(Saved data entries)
■ ■ ■ ■

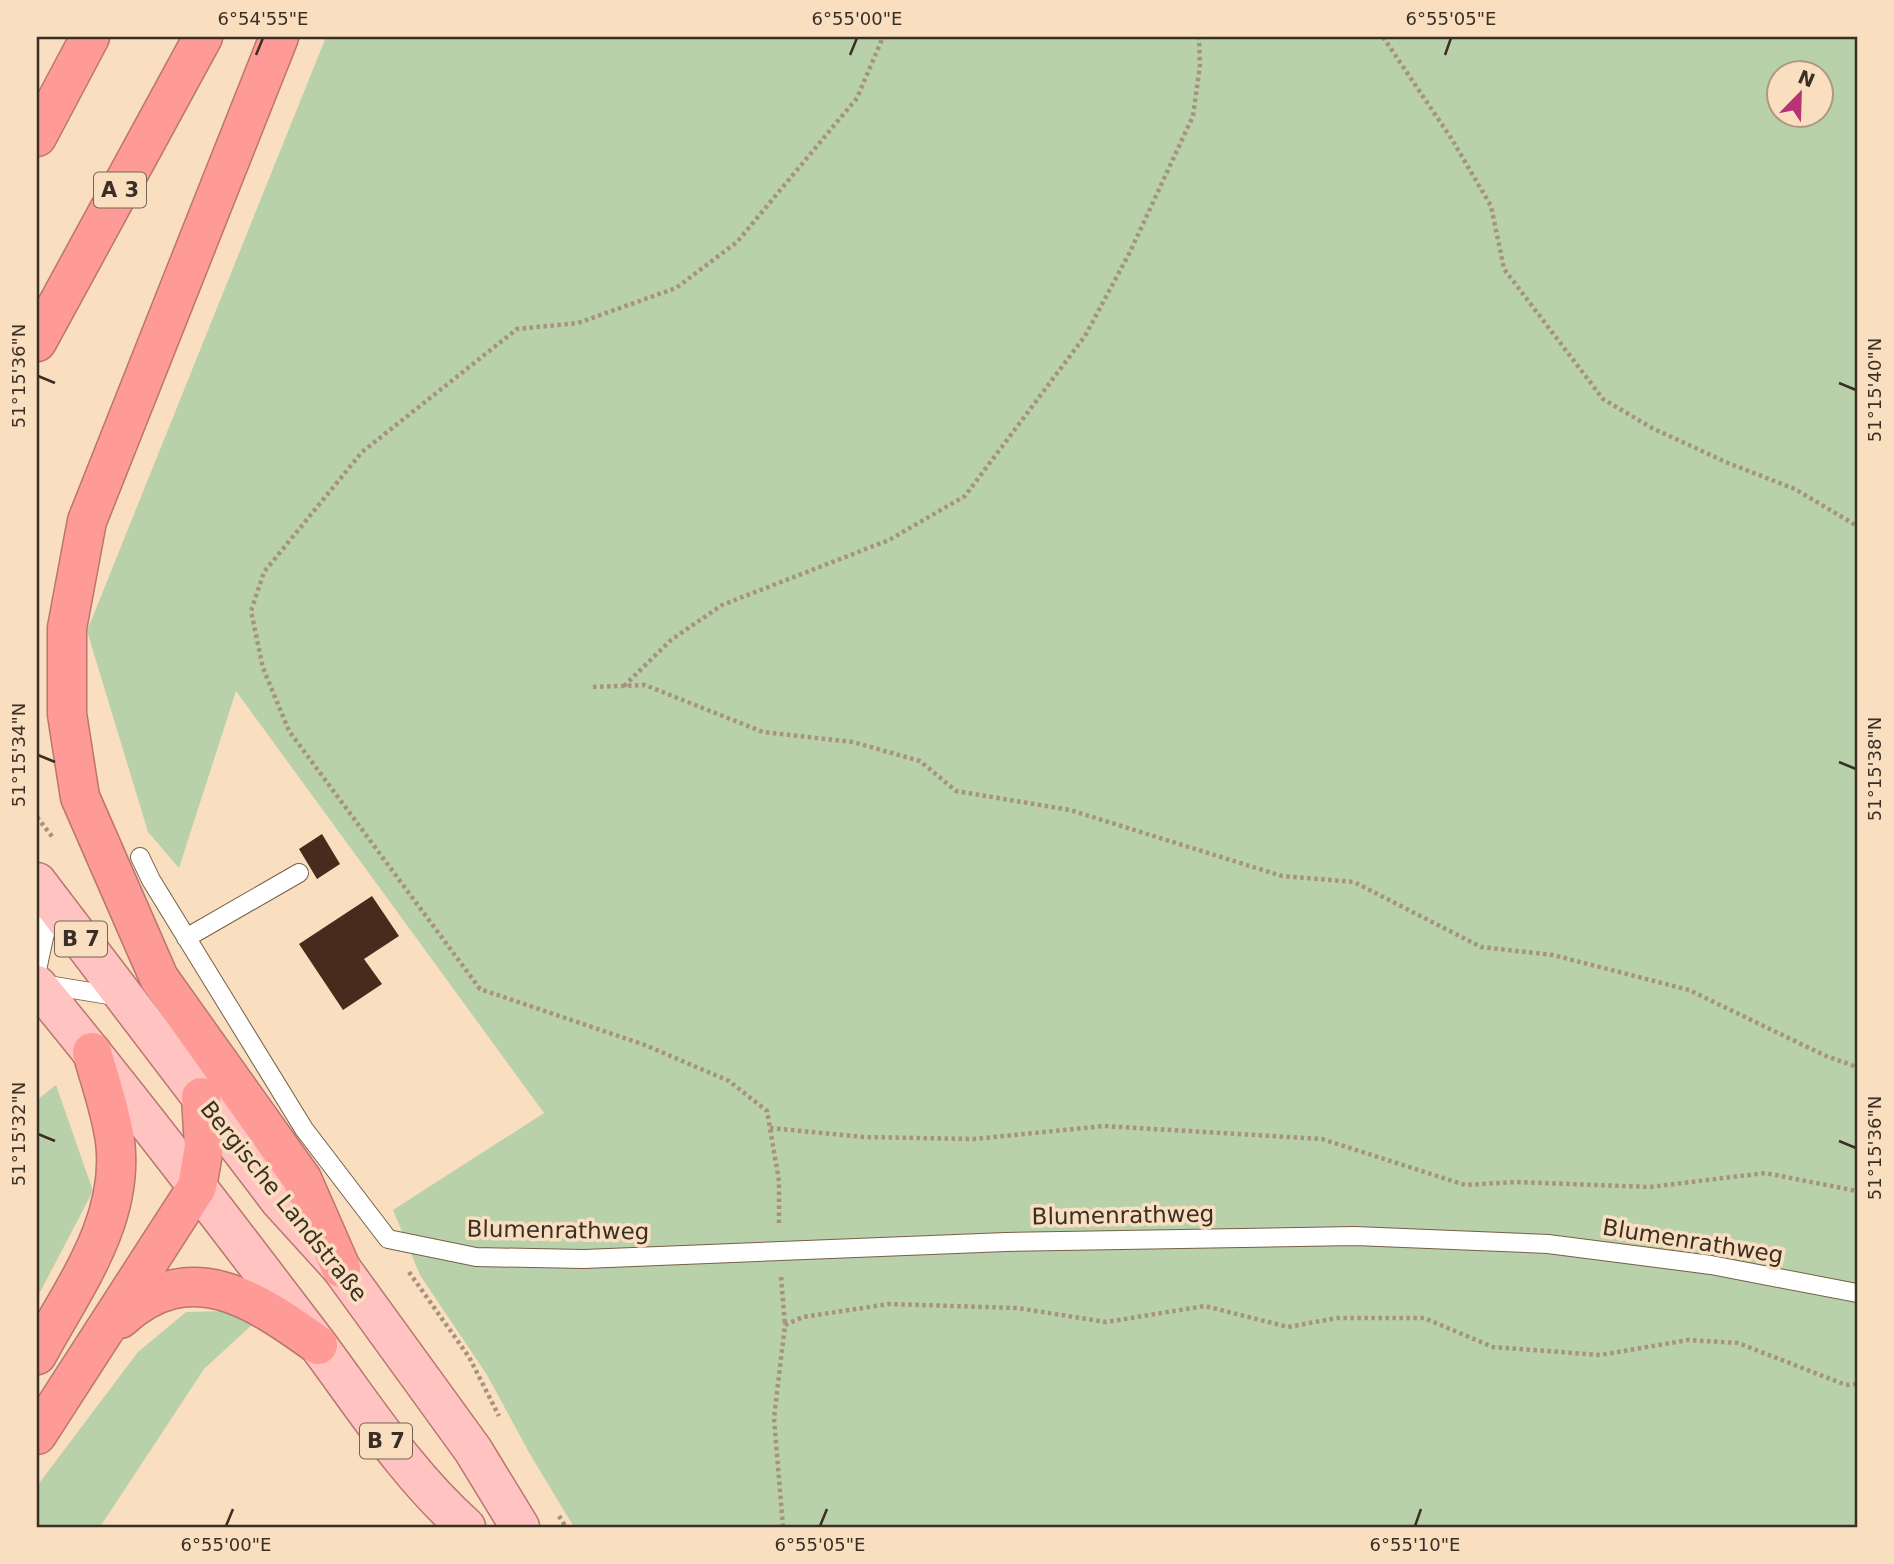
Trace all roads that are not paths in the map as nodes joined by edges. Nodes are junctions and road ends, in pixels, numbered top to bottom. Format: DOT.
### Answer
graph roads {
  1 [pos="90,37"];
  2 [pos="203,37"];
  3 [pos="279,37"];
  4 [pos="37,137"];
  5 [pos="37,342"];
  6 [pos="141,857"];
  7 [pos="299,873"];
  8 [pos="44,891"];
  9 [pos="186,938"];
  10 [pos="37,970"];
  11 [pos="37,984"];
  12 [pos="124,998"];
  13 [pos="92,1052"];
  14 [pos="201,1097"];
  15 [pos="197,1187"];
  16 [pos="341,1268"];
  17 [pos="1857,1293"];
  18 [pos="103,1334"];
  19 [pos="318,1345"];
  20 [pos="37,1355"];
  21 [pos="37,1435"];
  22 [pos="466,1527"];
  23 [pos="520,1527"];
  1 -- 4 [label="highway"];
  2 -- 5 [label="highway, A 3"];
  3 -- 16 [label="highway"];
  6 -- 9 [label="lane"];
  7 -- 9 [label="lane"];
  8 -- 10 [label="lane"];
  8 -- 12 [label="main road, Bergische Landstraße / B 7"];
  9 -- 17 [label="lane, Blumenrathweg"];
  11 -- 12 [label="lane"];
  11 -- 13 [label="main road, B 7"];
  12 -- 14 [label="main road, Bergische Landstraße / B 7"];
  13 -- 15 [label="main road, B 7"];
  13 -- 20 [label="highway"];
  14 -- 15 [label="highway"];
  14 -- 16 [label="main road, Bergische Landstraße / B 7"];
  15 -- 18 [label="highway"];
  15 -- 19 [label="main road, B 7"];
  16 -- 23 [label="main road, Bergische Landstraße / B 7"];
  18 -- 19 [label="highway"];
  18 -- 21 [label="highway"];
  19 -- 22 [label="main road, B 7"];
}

■ ■ ■ ■

- TO DO:
What you return must match the records exactly, apart from the images, which are omitted.

- ANSWER TO THIS PROBLEM:
Trace all roads that are not paths in the map as nodes joined by edges. Nodes are junctions and road ends, in pixels, numbered top to bottom. Format: DOT.
### Answer
graph roads {
  1 [pos="90,37"];
  2 [pos="203,37"];
  3 [pos="279,37"];
  4 [pos="37,137"];
  5 [pos="37,342"];
  6 [pos="141,857"];
  7 [pos="299,873"];
  8 [pos="44,891"];
  9 [pos="186,938"];
  10 [pos="37,970"];
  11 [pos="37,984"];
  12 [pos="124,998"];
  13 [pos="92,1052"];
  14 [pos="201,1097"];
  15 [pos="197,1187"];
  16 [pos="341,1268"];
  17 [pos="1857,1293"];
  18 [pos="103,1334"];
  19 [pos="318,1345"];
  20 [pos="37,1355"];
  21 [pos="37,1435"];
  22 [pos="466,1527"];
  23 [pos="520,1527"];
  1 -- 4 [label="highway"];
  2 -- 5 [label="highway, A 3"];
  3 -- 16 [label="highway"];
  6 -- 9 [label="lane"];
  7 -- 9 [label="lane"];
  8 -- 10 [label="lane"];
  8 -- 12 [label="main road, Bergische Landstraße / B 7"];
  9 -- 17 [label="lane, Blumenrathweg"];
  11 -- 12 [label="lane"];
  11 -- 13 [label="main road, B 7"];
  12 -- 14 [label="main road, Bergische Landstraße / B 7"];
  13 -- 15 [label="main road, B 7"];
  13 -- 20 [label="highway"];
  14 -- 15 [label="highway"];
  14 -- 16 [label="main road, Bergische Landstraße / B 7"];
  15 -- 18 [label="highway"];
  15 -- 19 [label="main road, B 7"];
  16 -- 23 [label="main road, Bergische Landstraße / B 7"];
  18 -- 19 [label="highway"];
  18 -- 21 [label="highway"];
  19 -- 22 [label="main road, B 7"];
}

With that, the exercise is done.